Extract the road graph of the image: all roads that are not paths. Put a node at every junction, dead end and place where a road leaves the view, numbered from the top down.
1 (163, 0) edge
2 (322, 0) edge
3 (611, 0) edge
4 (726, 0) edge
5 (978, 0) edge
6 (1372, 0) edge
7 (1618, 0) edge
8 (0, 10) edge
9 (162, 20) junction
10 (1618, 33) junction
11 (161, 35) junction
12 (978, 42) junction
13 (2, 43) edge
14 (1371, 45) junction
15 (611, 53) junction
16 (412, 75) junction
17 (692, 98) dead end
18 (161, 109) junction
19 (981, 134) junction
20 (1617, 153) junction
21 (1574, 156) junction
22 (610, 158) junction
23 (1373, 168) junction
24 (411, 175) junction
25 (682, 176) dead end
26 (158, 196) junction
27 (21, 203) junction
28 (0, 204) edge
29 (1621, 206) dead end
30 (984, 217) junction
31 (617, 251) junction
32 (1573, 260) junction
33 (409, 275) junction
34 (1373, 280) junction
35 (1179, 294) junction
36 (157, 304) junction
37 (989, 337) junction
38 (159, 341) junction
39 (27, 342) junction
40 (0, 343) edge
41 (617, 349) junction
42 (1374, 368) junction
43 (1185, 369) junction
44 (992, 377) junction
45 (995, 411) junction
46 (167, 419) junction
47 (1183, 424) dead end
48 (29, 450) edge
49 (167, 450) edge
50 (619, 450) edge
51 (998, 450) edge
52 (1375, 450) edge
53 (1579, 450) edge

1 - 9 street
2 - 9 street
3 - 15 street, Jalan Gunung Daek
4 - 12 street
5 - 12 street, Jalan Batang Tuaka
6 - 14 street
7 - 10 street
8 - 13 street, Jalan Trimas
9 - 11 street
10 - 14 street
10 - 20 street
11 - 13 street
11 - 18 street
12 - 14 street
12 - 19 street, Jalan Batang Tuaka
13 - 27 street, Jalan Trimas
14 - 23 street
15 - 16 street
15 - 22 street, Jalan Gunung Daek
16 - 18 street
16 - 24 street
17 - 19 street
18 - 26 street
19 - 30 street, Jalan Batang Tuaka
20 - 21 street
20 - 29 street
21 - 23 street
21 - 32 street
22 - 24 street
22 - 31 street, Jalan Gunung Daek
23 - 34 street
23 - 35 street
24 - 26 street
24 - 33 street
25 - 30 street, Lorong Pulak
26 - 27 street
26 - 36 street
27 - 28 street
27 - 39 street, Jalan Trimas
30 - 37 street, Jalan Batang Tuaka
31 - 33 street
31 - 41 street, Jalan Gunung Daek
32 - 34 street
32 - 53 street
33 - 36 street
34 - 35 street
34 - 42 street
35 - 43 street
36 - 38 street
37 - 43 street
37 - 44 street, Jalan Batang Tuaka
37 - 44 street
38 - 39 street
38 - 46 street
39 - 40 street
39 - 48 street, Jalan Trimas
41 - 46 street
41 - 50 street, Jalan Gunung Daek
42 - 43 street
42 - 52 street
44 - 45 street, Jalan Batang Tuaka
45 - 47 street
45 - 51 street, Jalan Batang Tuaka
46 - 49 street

→ What the task requires
A verbatim output of all the data above is needed.

→ Written response
Extract the road graph of the image: all roads that are not paths. Put a node at every junction, dead end and place where a road leaves the view, numbered from the top down.
1 (163, 0) edge
2 (322, 0) edge
3 (611, 0) edge
4 (726, 0) edge
5 (978, 0) edge
6 (1372, 0) edge
7 (1618, 0) edge
8 (0, 10) edge
9 (162, 20) junction
10 (1618, 33) junction
11 (161, 35) junction
12 (978, 42) junction
13 (2, 43) edge
14 (1371, 45) junction
15 (611, 53) junction
16 (412, 75) junction
17 (692, 98) dead end
18 (161, 109) junction
19 (981, 134) junction
20 (1617, 153) junction
21 (1574, 156) junction
22 (610, 158) junction
23 (1373, 168) junction
24 (411, 175) junction
25 (682, 176) dead end
26 (158, 196) junction
27 (21, 203) junction
28 (0, 204) edge
29 (1621, 206) dead end
30 (984, 217) junction
31 (617, 251) junction
32 (1573, 260) junction
33 (409, 275) junction
34 (1373, 280) junction
35 (1179, 294) junction
36 (157, 304) junction
37 (989, 337) junction
38 (159, 341) junction
39 (27, 342) junction
40 (0, 343) edge
41 (617, 349) junction
42 (1374, 368) junction
43 (1185, 369) junction
44 (992, 377) junction
45 (995, 411) junction
46 (167, 419) junction
47 (1183, 424) dead end
48 (29, 450) edge
49 (167, 450) edge
50 (619, 450) edge
51 (998, 450) edge
52 (1375, 450) edge
53 (1579, 450) edge

1 - 9 street
2 - 9 street
3 - 15 street, Jalan Gunung Daek
4 - 12 street
5 - 12 street, Jalan Batang Tuaka
6 - 14 street
7 - 10 street
8 - 13 street, Jalan Trimas
9 - 11 street
10 - 14 street
10 - 20 street
11 - 13 street
11 - 18 street
12 - 14 street
12 - 19 street, Jalan Batang Tuaka
13 - 27 street, Jalan Trimas
14 - 23 street
15 - 16 street
15 - 22 street, Jalan Gunung Daek
16 - 18 street
16 - 24 street
17 - 19 street
18 - 26 street
19 - 30 street, Jalan Batang Tuaka
20 - 21 street
20 - 29 street
21 - 23 street
21 - 32 street
22 - 24 street
22 - 31 street, Jalan Gunung Daek
23 - 34 street
23 - 35 street
24 - 26 street
24 - 33 street
25 - 30 street, Lorong Pulak
26 - 27 street
26 - 36 street
27 - 28 street
27 - 39 street, Jalan Trimas
30 - 37 street, Jalan Batang Tuaka
31 - 33 street
31 - 41 street, Jalan Gunung Daek
32 - 34 street
32 - 53 street
33 - 36 street
34 - 35 street
34 - 42 street
35 - 43 street
36 - 38 street
37 - 43 street
37 - 44 street, Jalan Batang Tuaka
37 - 44 street
38 - 39 street
38 - 46 street
39 - 40 street
39 - 48 street, Jalan Trimas
41 - 46 street
41 - 50 street, Jalan Gunung Daek
42 - 43 street
42 - 52 street
44 - 45 street, Jalan Batang Tuaka
45 - 47 street
45 - 51 street, Jalan Batang Tuaka
46 - 49 street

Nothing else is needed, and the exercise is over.